Una vez, cuando estábamos de viaje, un sujeto metió la mano en uno de mis bolsillos,

me sacó el peine y empezó a peinarse con él.

Kirillov y yo sólo cambiamos una mirada y decidimos que eso estaba bien y que nos gustaba mucho…
—Es curioso cómo esas cosas no sólo las pensamos, sino que también las hacemos —dije yo.
—Es gente de papel —repitió Shatov.
—Sin embargo, cruzar el mar en un barco de emigrantes para ir a un país desconocido, aunque sea para «verificar por experiencia propia», etc., revela sin duda un aguante nada común… Pero ¿cómo lograron ustedes salir de allí?
—Escribí a un individuo en Europa que me mandó cien rublos.

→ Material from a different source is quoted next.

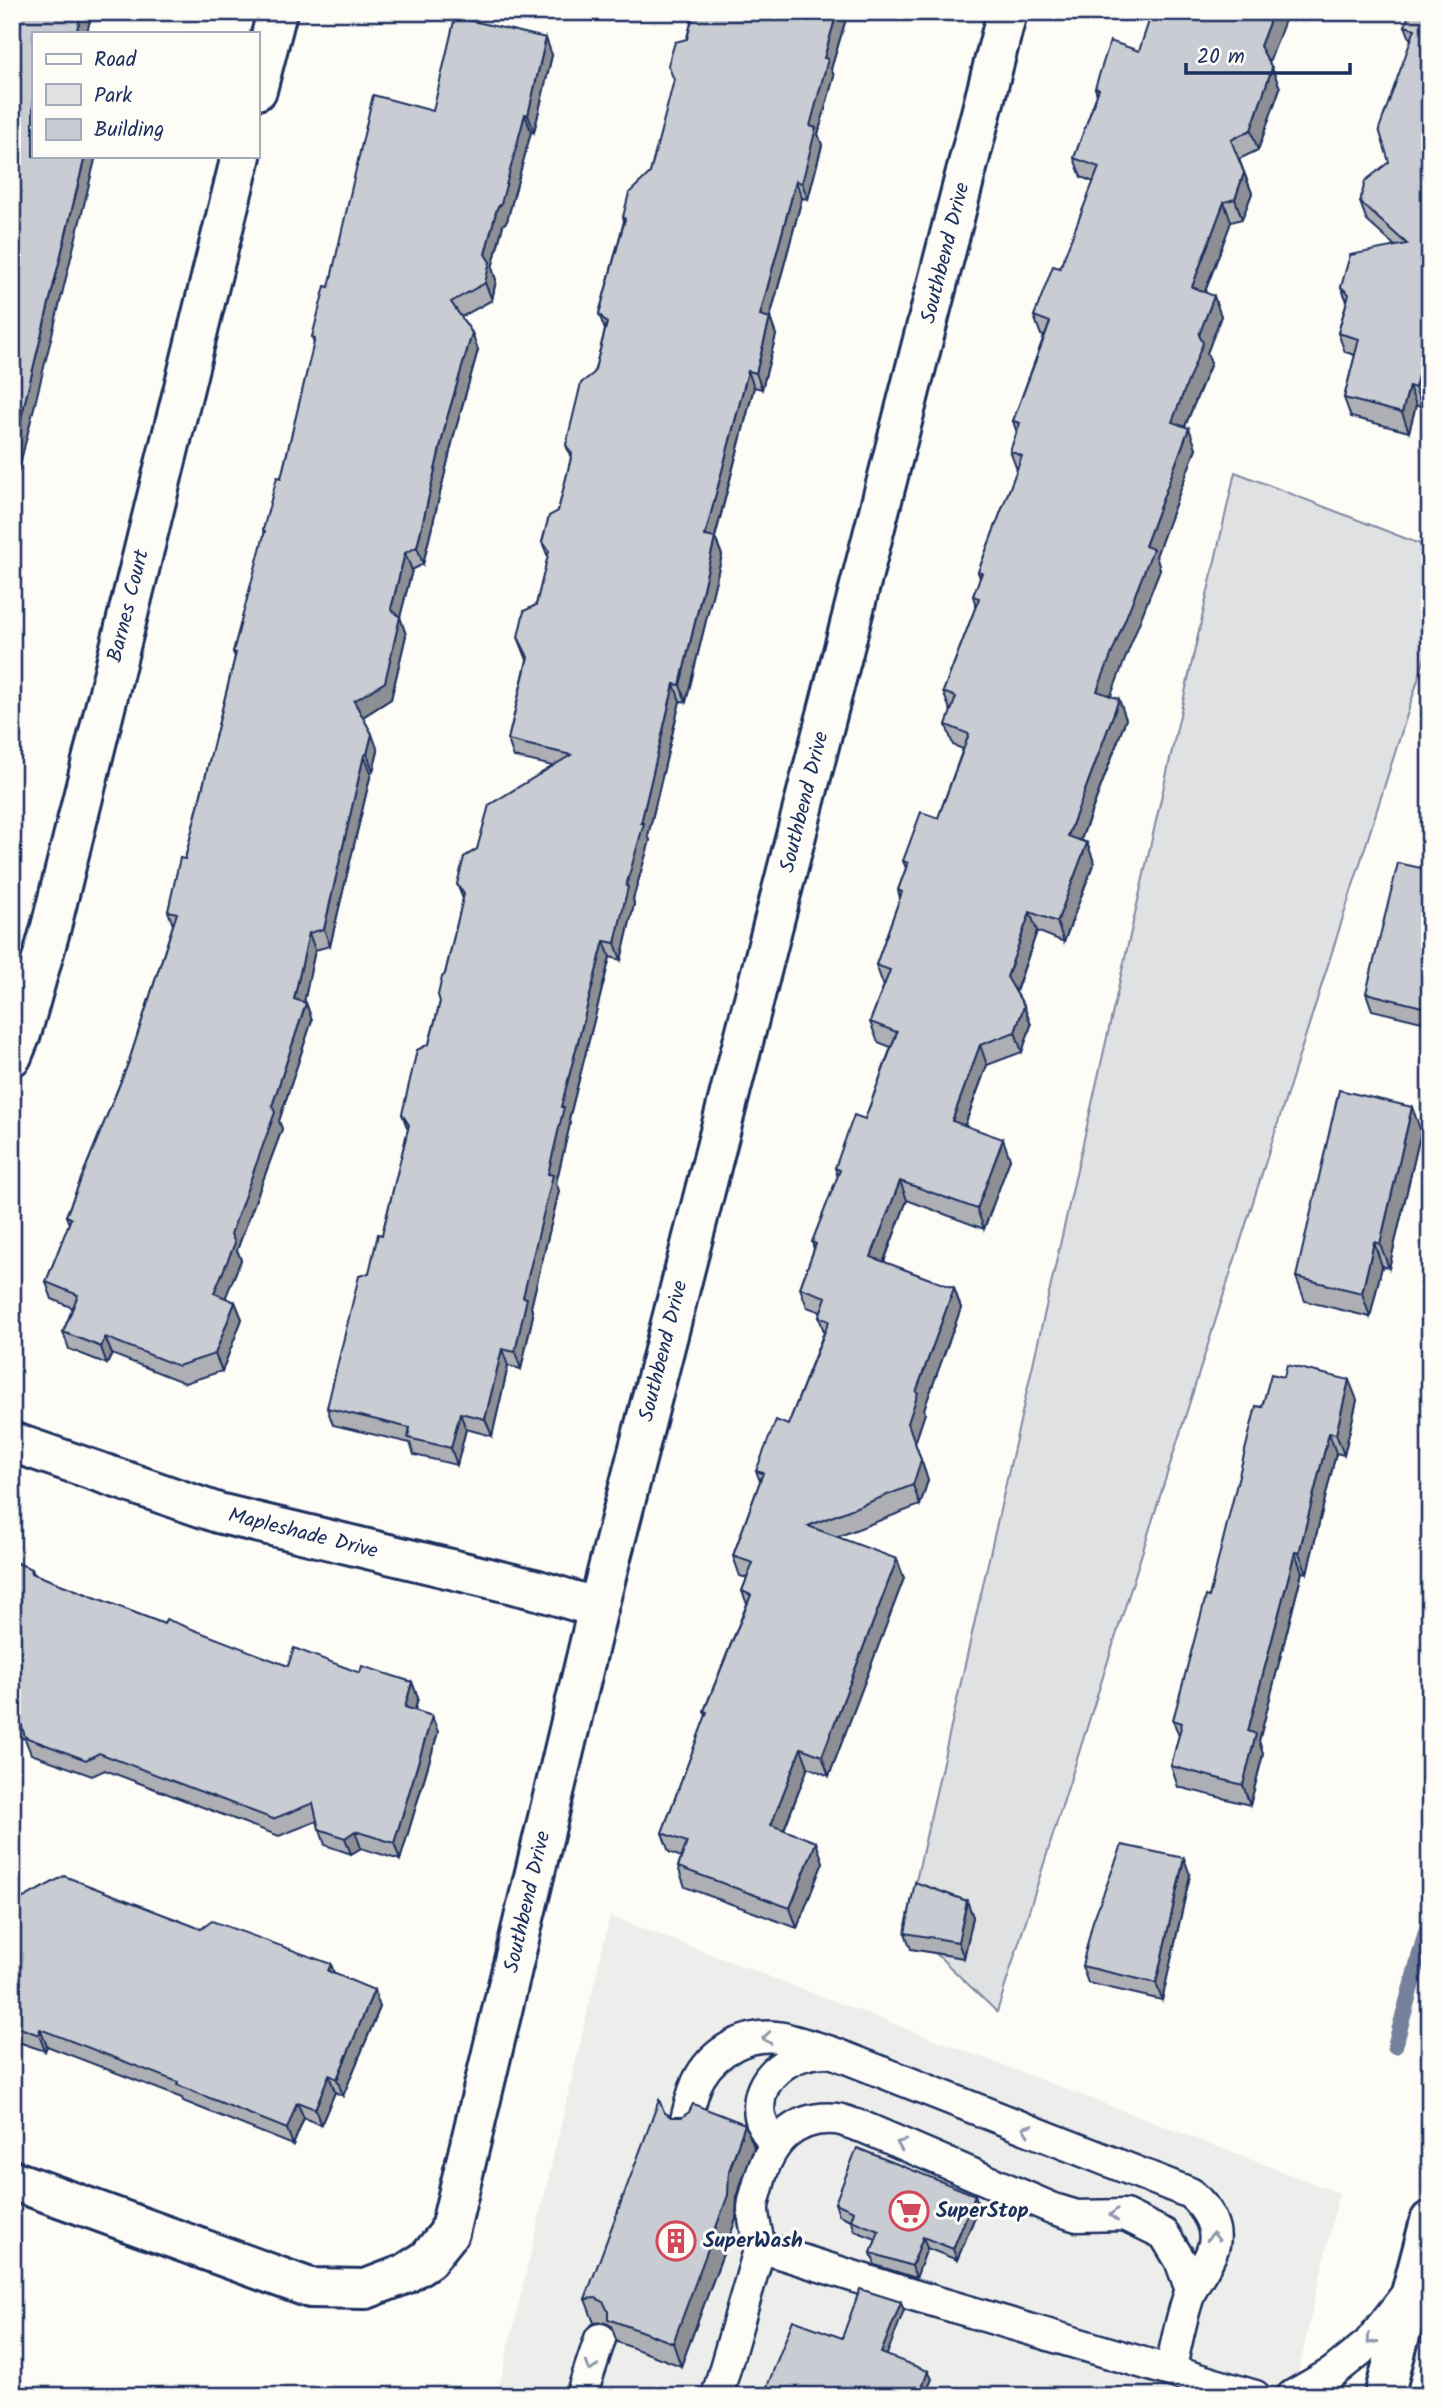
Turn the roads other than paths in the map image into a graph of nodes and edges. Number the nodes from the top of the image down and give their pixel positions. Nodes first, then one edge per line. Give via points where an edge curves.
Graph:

Según su costumbre cuando hablaba, Shatov mantenía la vista fija en el suelo, hasta cuando se enardecía. Pero ahora alzó de pronto la cabeza.
—¿Quiere saber el nombre de ese individuo?
—¿Quién es?
—Nikolai Stavrogin.
Se levantó de improviso, fue a su escritorio de madera de tilo y se puso a buscar algo en él. Hasta nosotros había llegado el rumor, vago pero fidedigno, de que su mujer había sido durante algún tiempo amante de Nikolai Stavrogin en París precisamente dos años antes, y por lo tanto cuando Shatov se encontraba en América. Era verdad que eso había ocurrido mucho después de haber abandonado al marido en Ginebra. «Si es así, ¿por qué sacar a relucir ahora el nombre de Stavrogin y con tanto retintín?», me pregunté.
—Todavía no le he devuelto el dinero —dijo de pronto, encarándose de nuevo conmigo; y, mirándome con fijeza, volvió a sentarse en el sitio de antes, en el rincón.»

Dostievski, Los Demonios.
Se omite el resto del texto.